-1

I have a CSV file whose columns are frequency counts of words, and whose rows are time periods. I want to sum for each column the total frequencies. Then I want to write to a CSV file for sums greater than or equal to 30, the column and row values, thus dropping columns whose sums are less than 30.

Just learning python and pandas. I know it is a simple question, but my knowledge is at that level. Your help is most appreciated.

I can read in the CSV file and compute the column sums.

df = pd.read_csv('data.csv')

Except of data file containing 3,874 columns and 100 rows

df.sum(axis = 0, skipna = True)

Excerpt of sums for columns

I am stuck on how to create the output file so that it looks like the original file but no longer has columns whose sums were less than 30.

I am stuck on how to write to a CSV file each row for each column whose sums are greater than or equal to 30. The layout of the output file would be the same as for the input file. The sums would not be included in the output.

Thanks very much for your help.

So, here is a link showing an excerpt of a file containing 100 rows and 3,857 columns:

bbiasi
  • 1,549
  • 2
  • 15
  • 31
  • Does this help? https://stackoverflow.com/questions/31614804/how-to-delete-a-column-in-pandas-dataframe-based-on-a-condition – Tim May 18 '19 at 00:12

1 Answers1

2

It's easiest to do this in two steps:

1. Filter the DataFrame to just the columns you want to save

df_to_save = df.loc[:, (df.sum(axis=0, skipna=True) >= 30)]
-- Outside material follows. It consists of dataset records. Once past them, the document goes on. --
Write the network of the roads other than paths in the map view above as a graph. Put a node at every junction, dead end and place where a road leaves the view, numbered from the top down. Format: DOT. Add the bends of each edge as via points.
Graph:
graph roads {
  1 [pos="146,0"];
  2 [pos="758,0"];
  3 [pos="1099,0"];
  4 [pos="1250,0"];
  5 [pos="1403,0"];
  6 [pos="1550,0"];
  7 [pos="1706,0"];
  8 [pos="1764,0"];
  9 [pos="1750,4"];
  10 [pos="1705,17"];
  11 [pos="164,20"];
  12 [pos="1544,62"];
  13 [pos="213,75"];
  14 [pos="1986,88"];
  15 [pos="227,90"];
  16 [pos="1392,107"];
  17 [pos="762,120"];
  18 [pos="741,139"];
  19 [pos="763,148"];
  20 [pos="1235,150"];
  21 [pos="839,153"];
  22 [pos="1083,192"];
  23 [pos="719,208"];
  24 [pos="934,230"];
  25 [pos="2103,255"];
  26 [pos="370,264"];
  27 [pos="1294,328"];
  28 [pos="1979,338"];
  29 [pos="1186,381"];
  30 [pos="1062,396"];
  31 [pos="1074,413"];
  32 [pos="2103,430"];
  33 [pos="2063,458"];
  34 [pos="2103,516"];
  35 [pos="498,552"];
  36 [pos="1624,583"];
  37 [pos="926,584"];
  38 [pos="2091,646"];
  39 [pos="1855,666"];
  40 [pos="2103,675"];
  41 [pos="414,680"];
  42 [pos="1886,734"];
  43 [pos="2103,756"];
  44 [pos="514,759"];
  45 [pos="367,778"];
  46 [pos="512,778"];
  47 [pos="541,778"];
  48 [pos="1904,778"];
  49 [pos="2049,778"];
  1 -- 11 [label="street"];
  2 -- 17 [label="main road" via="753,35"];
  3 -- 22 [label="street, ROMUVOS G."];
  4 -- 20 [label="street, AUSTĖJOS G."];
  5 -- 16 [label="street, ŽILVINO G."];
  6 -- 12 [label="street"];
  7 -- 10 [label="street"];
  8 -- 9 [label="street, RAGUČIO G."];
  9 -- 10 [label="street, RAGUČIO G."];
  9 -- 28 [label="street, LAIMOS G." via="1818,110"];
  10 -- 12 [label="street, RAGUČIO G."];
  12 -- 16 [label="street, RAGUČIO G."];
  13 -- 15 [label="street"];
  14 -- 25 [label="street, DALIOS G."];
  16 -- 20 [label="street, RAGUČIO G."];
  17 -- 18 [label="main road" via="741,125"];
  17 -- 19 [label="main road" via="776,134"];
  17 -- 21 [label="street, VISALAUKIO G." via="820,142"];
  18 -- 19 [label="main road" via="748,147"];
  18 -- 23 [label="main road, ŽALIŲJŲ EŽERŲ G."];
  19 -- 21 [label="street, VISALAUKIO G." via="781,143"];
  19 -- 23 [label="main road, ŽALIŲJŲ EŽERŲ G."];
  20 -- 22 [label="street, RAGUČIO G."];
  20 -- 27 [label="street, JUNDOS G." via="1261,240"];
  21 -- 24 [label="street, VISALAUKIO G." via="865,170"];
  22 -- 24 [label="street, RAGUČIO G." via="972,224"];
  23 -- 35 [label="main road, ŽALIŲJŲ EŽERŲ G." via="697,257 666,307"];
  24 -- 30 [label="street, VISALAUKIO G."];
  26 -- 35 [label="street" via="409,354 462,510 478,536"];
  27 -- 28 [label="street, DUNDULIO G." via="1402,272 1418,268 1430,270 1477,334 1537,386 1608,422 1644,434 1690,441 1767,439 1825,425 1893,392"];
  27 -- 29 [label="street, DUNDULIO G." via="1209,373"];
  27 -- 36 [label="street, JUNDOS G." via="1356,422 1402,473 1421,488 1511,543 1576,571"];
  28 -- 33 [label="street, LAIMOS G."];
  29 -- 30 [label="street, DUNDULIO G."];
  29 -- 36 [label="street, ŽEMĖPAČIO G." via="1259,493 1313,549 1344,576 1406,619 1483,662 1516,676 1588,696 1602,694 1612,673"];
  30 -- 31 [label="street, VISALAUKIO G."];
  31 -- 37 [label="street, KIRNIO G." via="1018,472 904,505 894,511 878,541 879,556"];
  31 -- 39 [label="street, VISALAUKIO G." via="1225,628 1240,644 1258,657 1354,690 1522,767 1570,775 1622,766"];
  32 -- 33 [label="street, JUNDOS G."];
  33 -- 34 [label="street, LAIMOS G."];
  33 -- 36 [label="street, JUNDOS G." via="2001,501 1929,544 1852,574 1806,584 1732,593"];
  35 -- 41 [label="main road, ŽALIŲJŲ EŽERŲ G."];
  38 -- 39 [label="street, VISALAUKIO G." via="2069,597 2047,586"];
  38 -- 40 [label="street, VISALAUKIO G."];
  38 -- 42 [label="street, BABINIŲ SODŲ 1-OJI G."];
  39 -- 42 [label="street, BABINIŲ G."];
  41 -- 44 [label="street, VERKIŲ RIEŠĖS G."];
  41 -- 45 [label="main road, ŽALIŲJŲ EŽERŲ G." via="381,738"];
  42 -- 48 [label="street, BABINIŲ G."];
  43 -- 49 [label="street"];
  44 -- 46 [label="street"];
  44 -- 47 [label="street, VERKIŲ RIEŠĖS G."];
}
.loc is for picking rows/columns based either on labels or conditions; the syntax is .loc[rows, columns], so : means "take all the rows", and then the second part is the condition on our columns - I've taken the sum you'd given in your question and set it greater than or equal to 30.

2. Save the filtered DataFrame to CSV

df_to_save.to_csv('path/to/write_file.csv', header=True, index=False)

Just put your filepath in as the first argument. header=True means the header labels from the table will be written back out to the file, and index=False means the numbered row labels Pandas automatically created when you read in the CSV won't be included in the export.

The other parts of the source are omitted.